IISc-Stanford Dons to start tech firm in Bangalore Sunday, June 6 2004 13:53 Hrs (IST)
Bangalore:
Indian Institute of Science (IISc) professors have teamed up with a Stanford University Don to start a technology firm with their solution that compresses bulky three-dimensional model files and enables it to be transmitted over the Internet.
The start-up "3D Solid Compression Pvt Ltd", in which the American University and IISc have minority stake was formed early this year by IISc Department of Mechanical Engineering (DME) Professor B Gurumoorthy, visiting professor Krishnan Ramaswami and their guru Stanford University DME Chairman Fritz Prinz.
Ramaswami initially began working on the compression technology as an offshoot of another project between IISc and Stanford where the heavy 3 D models that were created could not be transmitted over the internet.

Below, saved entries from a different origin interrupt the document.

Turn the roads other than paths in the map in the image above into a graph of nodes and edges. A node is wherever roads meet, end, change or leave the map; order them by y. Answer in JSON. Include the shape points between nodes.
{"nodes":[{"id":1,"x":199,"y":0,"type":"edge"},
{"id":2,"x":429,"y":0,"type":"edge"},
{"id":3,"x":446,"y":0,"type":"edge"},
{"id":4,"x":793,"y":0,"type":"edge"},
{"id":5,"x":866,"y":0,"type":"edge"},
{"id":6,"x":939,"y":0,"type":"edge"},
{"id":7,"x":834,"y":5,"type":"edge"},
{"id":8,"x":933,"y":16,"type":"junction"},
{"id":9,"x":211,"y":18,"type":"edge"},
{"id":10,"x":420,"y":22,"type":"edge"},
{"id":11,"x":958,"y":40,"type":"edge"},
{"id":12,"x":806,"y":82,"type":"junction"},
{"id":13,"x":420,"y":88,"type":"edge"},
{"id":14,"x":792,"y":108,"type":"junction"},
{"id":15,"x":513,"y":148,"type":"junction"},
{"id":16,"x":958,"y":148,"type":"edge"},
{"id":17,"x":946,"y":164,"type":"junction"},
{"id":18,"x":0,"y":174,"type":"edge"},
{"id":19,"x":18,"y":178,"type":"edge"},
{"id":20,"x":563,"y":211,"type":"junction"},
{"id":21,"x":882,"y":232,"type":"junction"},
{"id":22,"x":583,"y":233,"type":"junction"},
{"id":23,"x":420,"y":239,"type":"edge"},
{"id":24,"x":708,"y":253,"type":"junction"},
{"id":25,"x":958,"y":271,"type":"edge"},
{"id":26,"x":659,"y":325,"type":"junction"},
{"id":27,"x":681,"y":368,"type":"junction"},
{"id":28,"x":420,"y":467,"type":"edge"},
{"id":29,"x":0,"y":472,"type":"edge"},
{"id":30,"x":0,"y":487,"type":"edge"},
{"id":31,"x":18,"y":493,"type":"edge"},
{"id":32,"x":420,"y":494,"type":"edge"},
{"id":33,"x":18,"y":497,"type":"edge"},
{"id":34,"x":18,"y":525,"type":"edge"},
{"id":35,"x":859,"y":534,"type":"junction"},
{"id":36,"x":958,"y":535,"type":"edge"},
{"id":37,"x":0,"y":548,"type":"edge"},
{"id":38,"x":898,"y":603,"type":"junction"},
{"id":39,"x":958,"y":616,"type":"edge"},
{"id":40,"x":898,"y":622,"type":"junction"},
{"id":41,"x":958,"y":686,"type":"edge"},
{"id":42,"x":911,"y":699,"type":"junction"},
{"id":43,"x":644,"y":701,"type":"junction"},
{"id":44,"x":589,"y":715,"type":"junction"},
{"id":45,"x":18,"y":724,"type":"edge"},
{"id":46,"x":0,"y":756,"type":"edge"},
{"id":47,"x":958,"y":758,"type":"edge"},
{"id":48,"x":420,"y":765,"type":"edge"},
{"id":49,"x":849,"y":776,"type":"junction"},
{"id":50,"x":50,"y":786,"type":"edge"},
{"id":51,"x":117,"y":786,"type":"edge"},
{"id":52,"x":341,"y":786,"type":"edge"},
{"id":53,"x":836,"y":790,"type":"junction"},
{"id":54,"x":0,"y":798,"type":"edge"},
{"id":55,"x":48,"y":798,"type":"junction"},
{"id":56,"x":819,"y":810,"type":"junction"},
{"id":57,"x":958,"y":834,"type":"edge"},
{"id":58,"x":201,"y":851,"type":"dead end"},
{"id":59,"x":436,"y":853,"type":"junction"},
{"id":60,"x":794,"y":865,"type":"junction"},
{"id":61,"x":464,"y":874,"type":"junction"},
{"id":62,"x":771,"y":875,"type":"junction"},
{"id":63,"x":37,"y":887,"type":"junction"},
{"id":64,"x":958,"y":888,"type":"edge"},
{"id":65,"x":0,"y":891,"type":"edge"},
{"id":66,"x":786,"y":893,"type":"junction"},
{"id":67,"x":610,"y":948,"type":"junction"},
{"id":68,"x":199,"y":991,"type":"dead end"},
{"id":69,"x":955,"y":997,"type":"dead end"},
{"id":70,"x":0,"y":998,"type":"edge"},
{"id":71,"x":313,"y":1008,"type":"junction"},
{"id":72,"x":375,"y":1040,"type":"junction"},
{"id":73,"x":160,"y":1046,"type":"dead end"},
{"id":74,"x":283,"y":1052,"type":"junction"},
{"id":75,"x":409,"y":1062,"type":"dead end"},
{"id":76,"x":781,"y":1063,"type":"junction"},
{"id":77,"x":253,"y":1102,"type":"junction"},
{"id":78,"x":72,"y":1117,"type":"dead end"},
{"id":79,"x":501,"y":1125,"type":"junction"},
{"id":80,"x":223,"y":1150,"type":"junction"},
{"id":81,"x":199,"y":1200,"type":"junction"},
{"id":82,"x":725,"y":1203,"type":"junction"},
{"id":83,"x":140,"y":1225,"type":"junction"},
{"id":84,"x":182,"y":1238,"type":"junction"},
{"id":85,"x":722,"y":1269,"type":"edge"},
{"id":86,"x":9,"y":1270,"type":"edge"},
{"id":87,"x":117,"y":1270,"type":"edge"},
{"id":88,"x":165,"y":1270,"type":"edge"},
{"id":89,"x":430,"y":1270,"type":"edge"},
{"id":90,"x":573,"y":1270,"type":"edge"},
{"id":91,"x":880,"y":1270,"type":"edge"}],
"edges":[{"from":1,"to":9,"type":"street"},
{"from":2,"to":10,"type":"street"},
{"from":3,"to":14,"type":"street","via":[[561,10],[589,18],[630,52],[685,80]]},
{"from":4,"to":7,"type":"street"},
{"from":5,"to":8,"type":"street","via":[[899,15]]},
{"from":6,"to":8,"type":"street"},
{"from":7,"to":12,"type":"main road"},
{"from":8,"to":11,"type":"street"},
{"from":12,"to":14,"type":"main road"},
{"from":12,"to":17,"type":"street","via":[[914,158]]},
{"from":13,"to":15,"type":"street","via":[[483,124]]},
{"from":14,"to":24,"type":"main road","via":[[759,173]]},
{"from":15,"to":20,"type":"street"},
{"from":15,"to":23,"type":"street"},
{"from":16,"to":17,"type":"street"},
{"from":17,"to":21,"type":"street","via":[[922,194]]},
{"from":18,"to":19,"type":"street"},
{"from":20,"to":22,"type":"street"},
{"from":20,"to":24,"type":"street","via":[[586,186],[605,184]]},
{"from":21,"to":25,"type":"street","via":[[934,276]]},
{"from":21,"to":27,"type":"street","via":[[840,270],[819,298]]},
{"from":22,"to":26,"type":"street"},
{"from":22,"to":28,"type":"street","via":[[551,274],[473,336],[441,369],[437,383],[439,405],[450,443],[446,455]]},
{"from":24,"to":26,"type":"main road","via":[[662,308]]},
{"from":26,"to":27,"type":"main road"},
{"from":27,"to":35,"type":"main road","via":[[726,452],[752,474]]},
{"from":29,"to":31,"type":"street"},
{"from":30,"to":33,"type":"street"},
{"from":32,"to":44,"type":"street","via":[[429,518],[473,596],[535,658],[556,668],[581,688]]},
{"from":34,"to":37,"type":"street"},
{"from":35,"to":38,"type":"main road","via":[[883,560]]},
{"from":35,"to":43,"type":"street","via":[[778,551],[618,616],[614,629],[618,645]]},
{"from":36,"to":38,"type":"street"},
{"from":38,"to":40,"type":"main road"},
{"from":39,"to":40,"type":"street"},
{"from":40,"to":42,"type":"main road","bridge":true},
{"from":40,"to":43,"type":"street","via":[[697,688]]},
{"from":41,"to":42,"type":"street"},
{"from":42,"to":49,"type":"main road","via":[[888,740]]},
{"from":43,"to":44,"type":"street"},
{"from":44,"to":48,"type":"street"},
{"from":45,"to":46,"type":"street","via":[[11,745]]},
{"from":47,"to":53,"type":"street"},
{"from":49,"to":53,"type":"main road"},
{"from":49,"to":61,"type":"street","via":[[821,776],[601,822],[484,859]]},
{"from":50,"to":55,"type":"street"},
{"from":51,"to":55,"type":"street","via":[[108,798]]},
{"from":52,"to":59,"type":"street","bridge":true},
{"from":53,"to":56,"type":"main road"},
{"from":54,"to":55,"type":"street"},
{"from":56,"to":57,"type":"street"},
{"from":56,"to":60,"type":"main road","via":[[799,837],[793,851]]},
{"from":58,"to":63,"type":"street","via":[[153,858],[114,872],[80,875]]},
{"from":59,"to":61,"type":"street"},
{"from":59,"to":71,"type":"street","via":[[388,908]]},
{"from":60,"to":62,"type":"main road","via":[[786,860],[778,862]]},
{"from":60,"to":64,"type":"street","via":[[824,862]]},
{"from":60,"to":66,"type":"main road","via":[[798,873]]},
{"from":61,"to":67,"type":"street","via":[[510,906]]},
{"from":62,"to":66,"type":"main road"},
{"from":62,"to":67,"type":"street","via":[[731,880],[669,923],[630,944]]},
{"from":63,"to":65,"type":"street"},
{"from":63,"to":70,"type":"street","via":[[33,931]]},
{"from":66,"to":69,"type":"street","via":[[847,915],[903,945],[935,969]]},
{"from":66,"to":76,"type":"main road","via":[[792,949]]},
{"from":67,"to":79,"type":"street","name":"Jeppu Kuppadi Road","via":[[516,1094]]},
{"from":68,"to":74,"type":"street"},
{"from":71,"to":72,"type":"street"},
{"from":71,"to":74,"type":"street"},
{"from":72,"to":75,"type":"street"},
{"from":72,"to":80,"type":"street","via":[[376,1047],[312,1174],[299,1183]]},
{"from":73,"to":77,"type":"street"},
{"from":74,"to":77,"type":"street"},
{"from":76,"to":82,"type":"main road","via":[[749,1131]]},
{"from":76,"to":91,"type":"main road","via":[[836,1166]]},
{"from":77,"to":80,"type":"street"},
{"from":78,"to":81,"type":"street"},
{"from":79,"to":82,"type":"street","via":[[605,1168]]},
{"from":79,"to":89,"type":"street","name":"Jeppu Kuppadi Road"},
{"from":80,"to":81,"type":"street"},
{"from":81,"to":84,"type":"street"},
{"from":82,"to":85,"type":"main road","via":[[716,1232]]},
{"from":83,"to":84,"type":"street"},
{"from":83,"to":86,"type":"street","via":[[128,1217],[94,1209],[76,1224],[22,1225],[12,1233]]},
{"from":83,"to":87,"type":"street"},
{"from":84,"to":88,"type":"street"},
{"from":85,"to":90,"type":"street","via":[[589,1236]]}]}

"We can compress files phenomenally than its original size and retain the complexity of a 3D model when it is transmitted. The solution is similar to that of a zip file, but more complex," Gurumoorthy said.
3D Solid Compression is among the startups incubated at IISc after PicoPeta Simputers and Strand Genomics while global firms like Hewlett Packard, Google and Yahoo! have emerged out of Stanford which is based in Silicon Valley.
Ramaswami said their firm would be a technology holding company with the productisation and marketing left to embedded solutions firm DACS Software.